Some examples on the operators we use to aggregate the multiple monitoring units:
rx merge operator enables treating multiple streams as a single stream
rx window operator enables sliding window abstraction
rx scan operator enables aggregation over each window
To simplify things, we can say that for each component we want to display, we connect to each machine to fetch the monitored stream endpoint, perform ‘merge’ to get a single stream abstraction, ‘window’ to get a result per time unit, and ‘scan’ to perform the aggregation
The guys at Netflix found a great formula for displaying serving components’ status in a way that links between volume, error percentage and latency in a single view. We really liked that, so we adopted this UI to show our aggregated results.
The hystrix dashboard view of a single measured component shows counters of successes, failures, timeouts and push backs, along with a latency histogram, information on the number of hosts, and more. In addition, it provides a balloon view, which grows/shrinks with traffic volume per component, and is color-coded by the error rate.
See below how this looks in the breakdown view of all request components. The user gets a view of all measured components, sorted by volume, with a listing of the worst performing hosts.
Another example shows the view of one application, with nothing but its entry points, grouped by data center. Our Operations guys find this extremely useful when needing to re-balance traffic across data centers.
OK, so far so good. Now let’s talk about what we actually do with it.

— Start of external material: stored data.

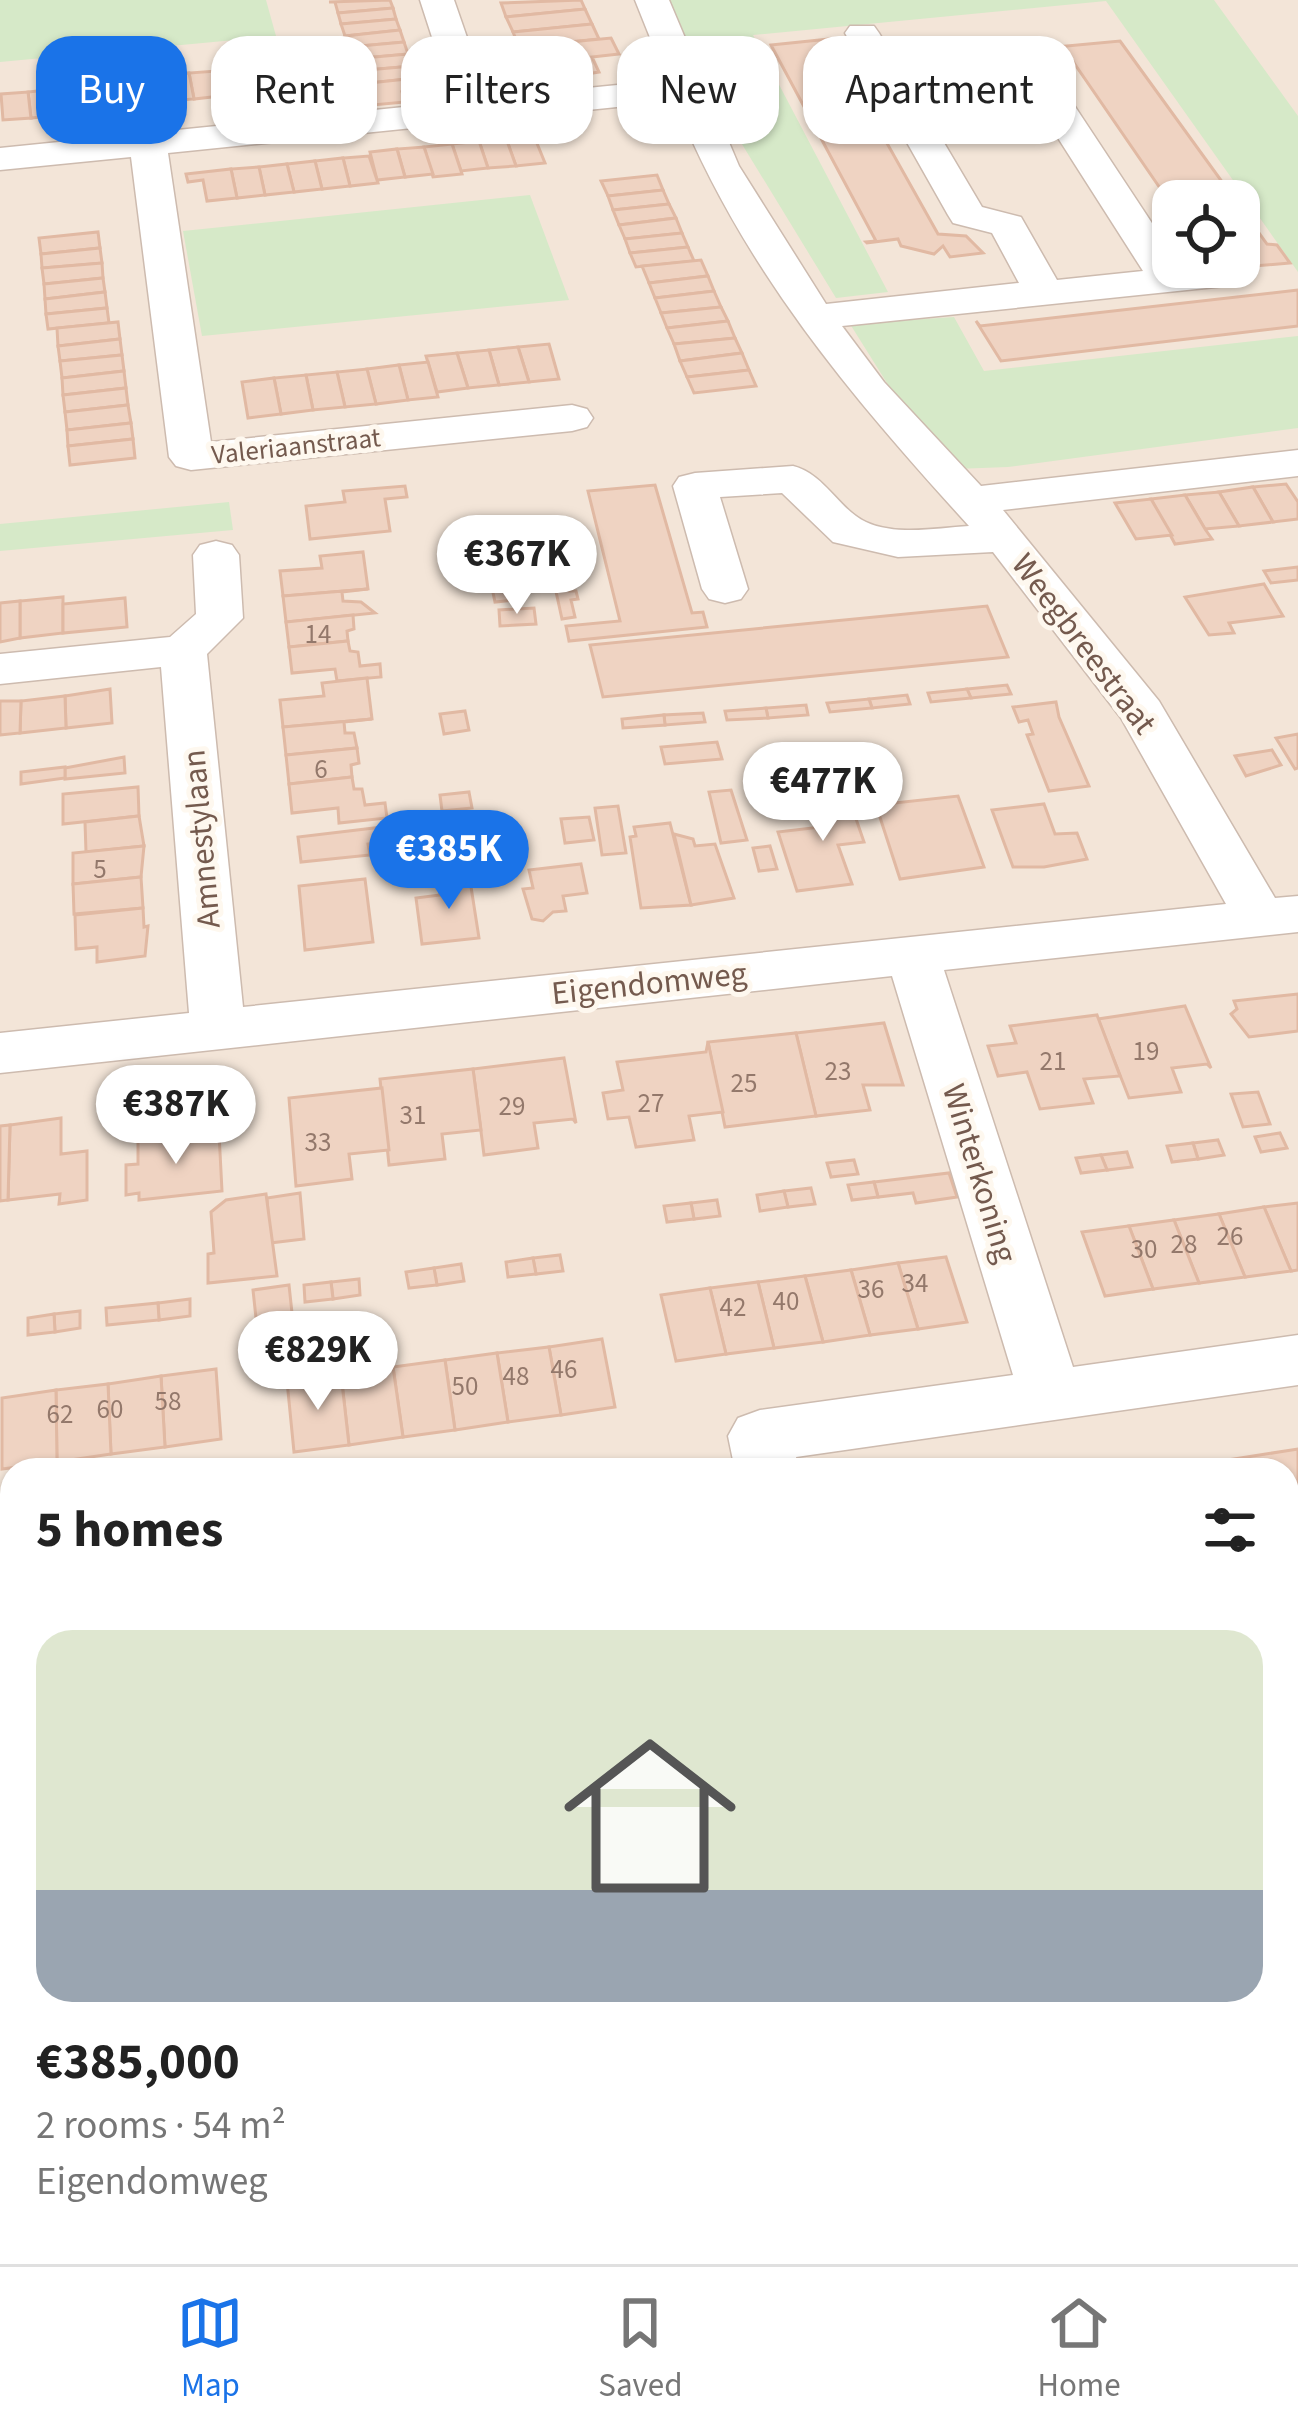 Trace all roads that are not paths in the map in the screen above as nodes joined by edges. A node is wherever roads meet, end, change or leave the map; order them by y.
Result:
1 (437, 0) edge
2 (652, 0) edge
3 (862, 33) dead end
4 (449, 36) edge
5 (666, 36) edge
6 (401, 118) edge
7 (1076, 137) edge
8 (187, 139) edge
9 (139, 144) edge
10 (148, 144) edge
11 (710, 144) edge
12 (0, 159) edge
13 (1152, 253) edge
14 (1152, 283) edge
15 (1045, 294) junction
16 (814, 317) junction
17 (572, 418) dead end
18 (1298, 464) edge
19 (973, 500) junction
20 (1005, 538) junction
21 (215, 555) dead end
22 (725, 589) dead end
23 (183, 650) junction
24 (0, 669) edge
25 (1279, 915) edge
26 (912, 953) junction
27 (218, 1028) junction
28 (0, 1053) edge
29 (1298, 1360) edge
30 (1050, 1393) junction
31 (765, 1458) edge

1 - 4 street
2 - 5 street, Weegbreestraat
3 - 15 street
6 - 8 street
7 - 13 street
9 - 12 street
10 - 17 street, Valeriaanstraat
11 - 16 street, Weegbreestraat
14 - 15 street
15 - 16 street
16 - 19 street, Weegbreestraat
18 - 19 street
19 - 20 street, Weegbreestraat
20 - 22 street
20 - 25 street, Weegbreestraat
21 - 23 street
23 - 24 street
23 - 27 street, Amnestylaan
25 - 26 street, Eigendomweg
26 - 27 street, Eigendomweg
26 - 30 street, Winterkoning
27 - 28 street, Eigendomweg
29 - 30 street
30 - 31 street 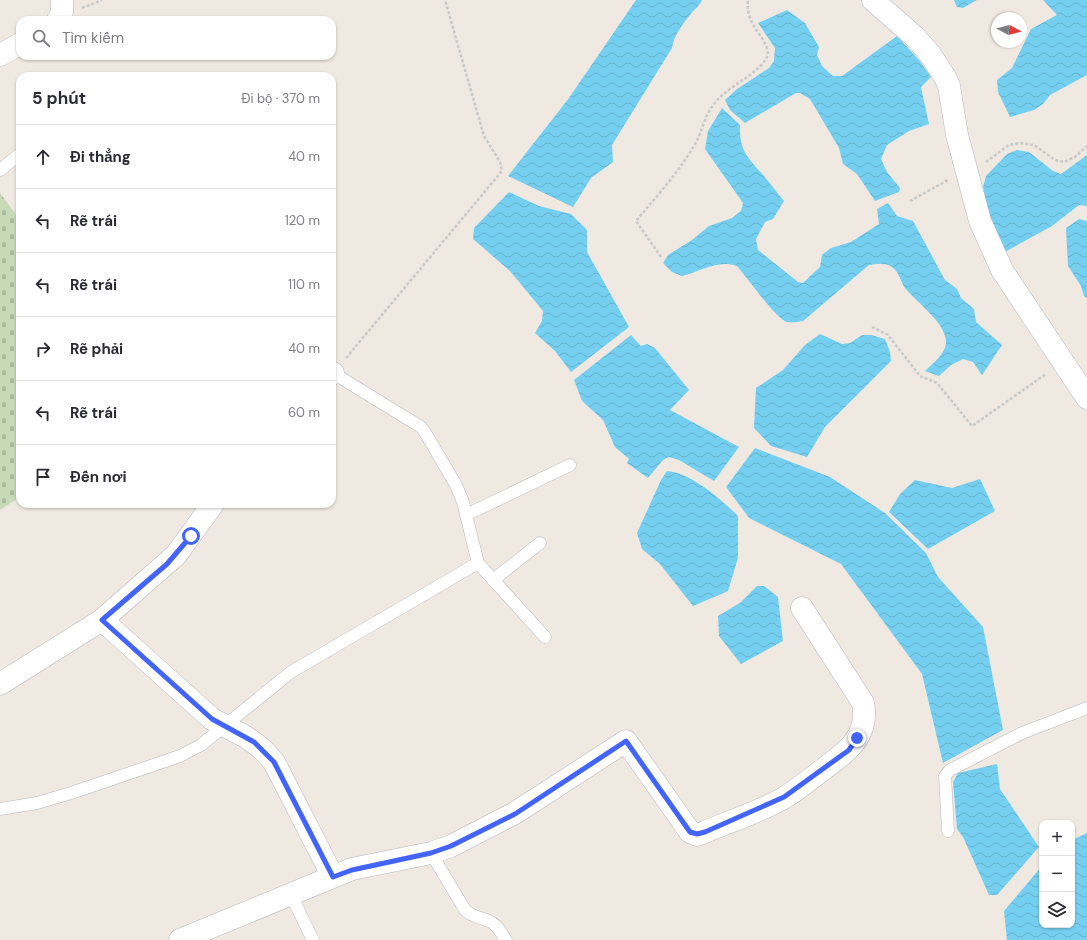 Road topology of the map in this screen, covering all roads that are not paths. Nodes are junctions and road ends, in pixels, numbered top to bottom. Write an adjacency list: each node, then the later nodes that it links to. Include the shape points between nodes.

Sometimes an application doesn’t meet its SLA, be it in latency or error rate. The simple case is due to a broken internal component (for example, some backend went down and all calls to it result in failures). At this point we can view the application dashboard and easily locate the failing call. A more complex use case is an increase in the amount of calls to a high latency component at the expense of a low latency one (for example, cache hit rate drop). Here our drill down will need to focus on the relative amount of traffic each component receives – we might be expecting a 1:2 ratio, while in reality we might observe a 1:3 ratio.
With enough alerting in place, this could be caught by an alert. Having the real time view will allow us to locate the root cause quickly even when the alert is a general one.
In many cases we want to compare the performance of two groups of hosts doing the same operation, such as version upgrades or topology changes. We use tags to differentiate groups of machines (each datacenter is a tag, each environment, and even each hostname). We then can ask for a specific metric, grouped by tags, to get the following view:
We conduct several types of load tests. One is where we shift as much traffic as possible to one data center, trying to hit the first system-wide bottleneck. Another is performed on specific applications. In both cases we use the application dashboard to view the bottlenecks, just like we would when troubleshooting unexpected events.
One thing to keep in mind is that when an application is loaded, sometimes the CPU is bounded and measurements are false because threads just don’t get CPU time. Another case where this happens is during GC. In such cases we must also measure the effects of this phenomenon.
The measured unit in this case is ‘jvm hiccup’, which basically means taking one thread, letting it sleep for a while and measuring “measurement time on top of the sleep time”. Low hiccups means we can rely on the numbers presented by other metrics.
Real time monitoring holds a critical role in our everyday work, and we have many plans to leverage these measurements. From smarter metric driven load balancing in the client to canary deployments based on real application behavior – there is no limit to what you can achieve when you measure stuff in a fast, reliable manner.